§ Supplied data
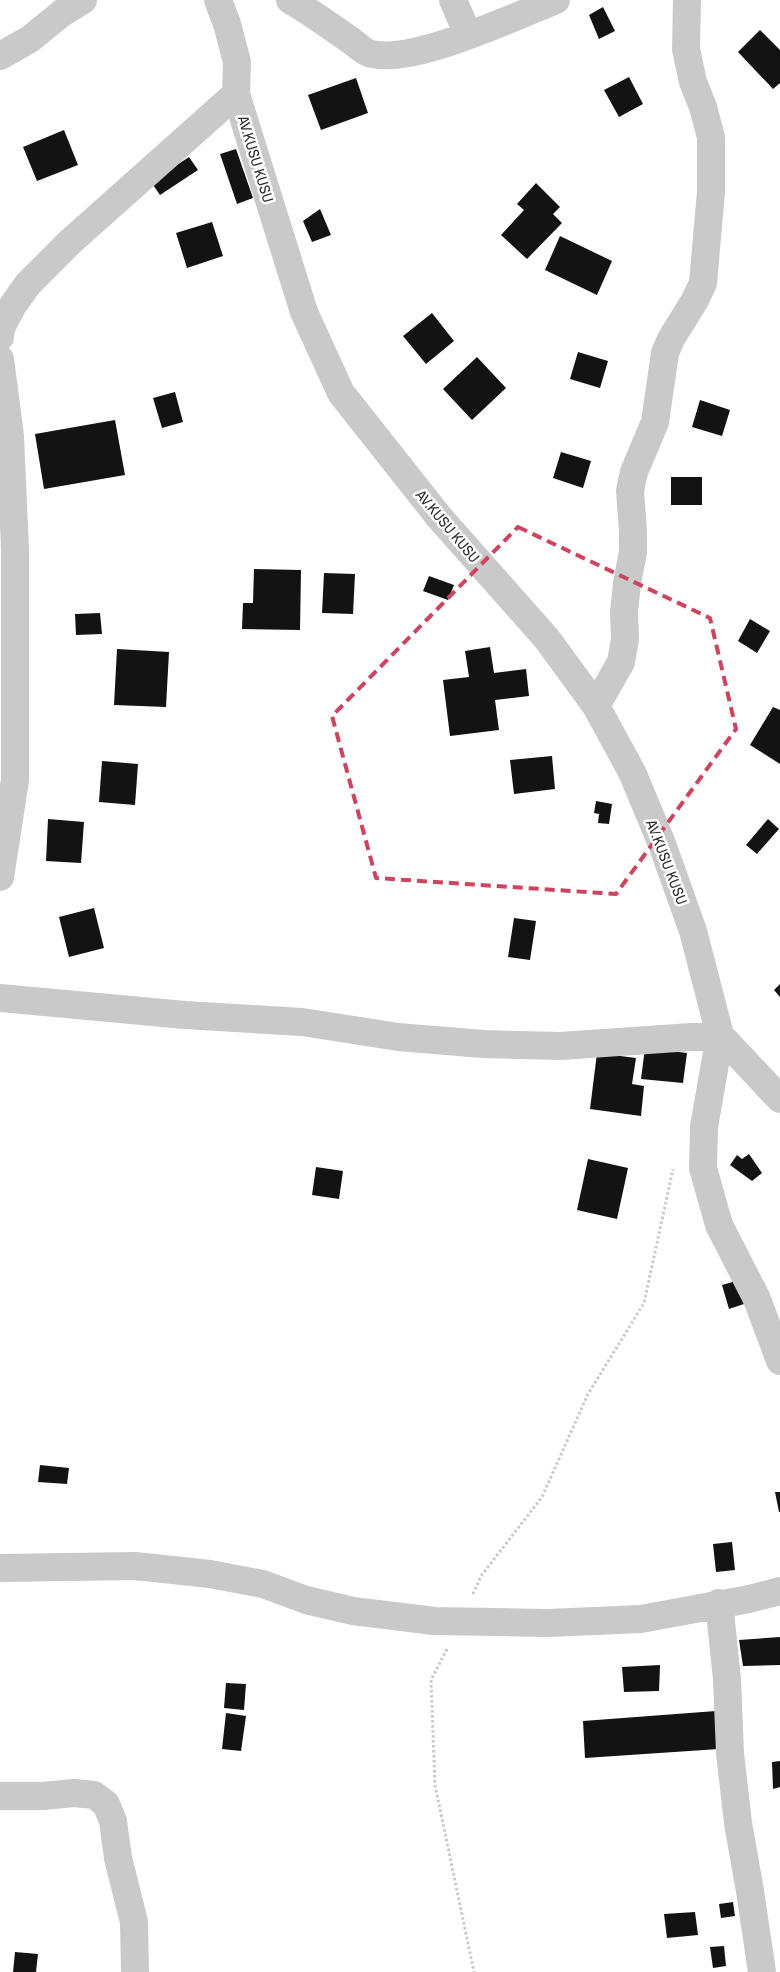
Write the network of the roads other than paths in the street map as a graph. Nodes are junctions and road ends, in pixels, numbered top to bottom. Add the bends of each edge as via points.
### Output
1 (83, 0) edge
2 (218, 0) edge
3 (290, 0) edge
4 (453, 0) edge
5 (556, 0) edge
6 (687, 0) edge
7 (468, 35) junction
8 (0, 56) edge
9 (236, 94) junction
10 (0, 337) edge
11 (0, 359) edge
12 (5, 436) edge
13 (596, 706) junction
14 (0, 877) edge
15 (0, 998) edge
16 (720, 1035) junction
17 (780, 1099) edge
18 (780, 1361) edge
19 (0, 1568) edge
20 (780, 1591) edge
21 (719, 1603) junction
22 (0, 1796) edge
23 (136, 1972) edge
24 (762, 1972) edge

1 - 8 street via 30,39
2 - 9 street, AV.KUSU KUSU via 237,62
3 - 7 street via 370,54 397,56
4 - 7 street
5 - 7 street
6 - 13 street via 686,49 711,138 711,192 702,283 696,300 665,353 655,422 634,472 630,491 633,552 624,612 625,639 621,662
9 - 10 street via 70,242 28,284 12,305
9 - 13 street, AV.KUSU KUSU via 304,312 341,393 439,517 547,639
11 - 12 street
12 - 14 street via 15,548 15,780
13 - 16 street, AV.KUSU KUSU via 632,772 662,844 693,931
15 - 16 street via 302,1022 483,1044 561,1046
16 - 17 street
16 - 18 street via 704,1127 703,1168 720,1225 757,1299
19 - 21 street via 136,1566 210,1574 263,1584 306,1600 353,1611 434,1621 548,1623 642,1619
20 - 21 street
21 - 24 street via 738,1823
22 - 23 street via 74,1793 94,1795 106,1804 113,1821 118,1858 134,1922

§ Task item
Every line of the data above should be returned exactly, with the pictures removed.

§ Answer to the exercise
Write the network of the roads other than paths in the street map as a graph. Nodes are junctions and road ends, in pixels, numbered top to bottom. Add the bends of each edge as via points.
### Output
1 (83, 0) edge
2 (218, 0) edge
3 (290, 0) edge
4 (453, 0) edge
5 (556, 0) edge
6 (687, 0) edge
7 (468, 35) junction
8 (0, 56) edge
9 (236, 94) junction
10 (0, 337) edge
11 (0, 359) edge
12 (5, 436) edge
13 (596, 706) junction
14 (0, 877) edge
15 (0, 998) edge
16 (720, 1035) junction
17 (780, 1099) edge
18 (780, 1361) edge
19 (0, 1568) edge
20 (780, 1591) edge
21 (719, 1603) junction
22 (0, 1796) edge
23 (136, 1972) edge
24 (762, 1972) edge

1 - 8 street via 30,39
2 - 9 street, AV.KUSU KUSU via 237,62
3 - 7 street via 370,54 397,56
4 - 7 street
5 - 7 street
6 - 13 street via 686,49 711,138 711,192 702,283 696,300 665,353 655,422 634,472 630,491 633,552 624,612 625,639 621,662
9 - 10 street via 70,242 28,284 12,305
9 - 13 street, AV.KUSU KUSU via 304,312 341,393 439,517 547,639
11 - 12 street
12 - 14 street via 15,548 15,780
13 - 16 street, AV.KUSU KUSU via 632,772 662,844 693,931
15 - 16 street via 302,1022 483,1044 561,1046
16 - 17 street
16 - 18 street via 704,1127 703,1168 720,1225 757,1299
19 - 21 street via 136,1566 210,1574 263,1584 306,1600 353,1611 434,1621 548,1623 642,1619
20 - 21 street
21 - 24 street via 738,1823
22 - 23 street via 74,1793 94,1795 106,1804 113,1821 118,1858 134,1922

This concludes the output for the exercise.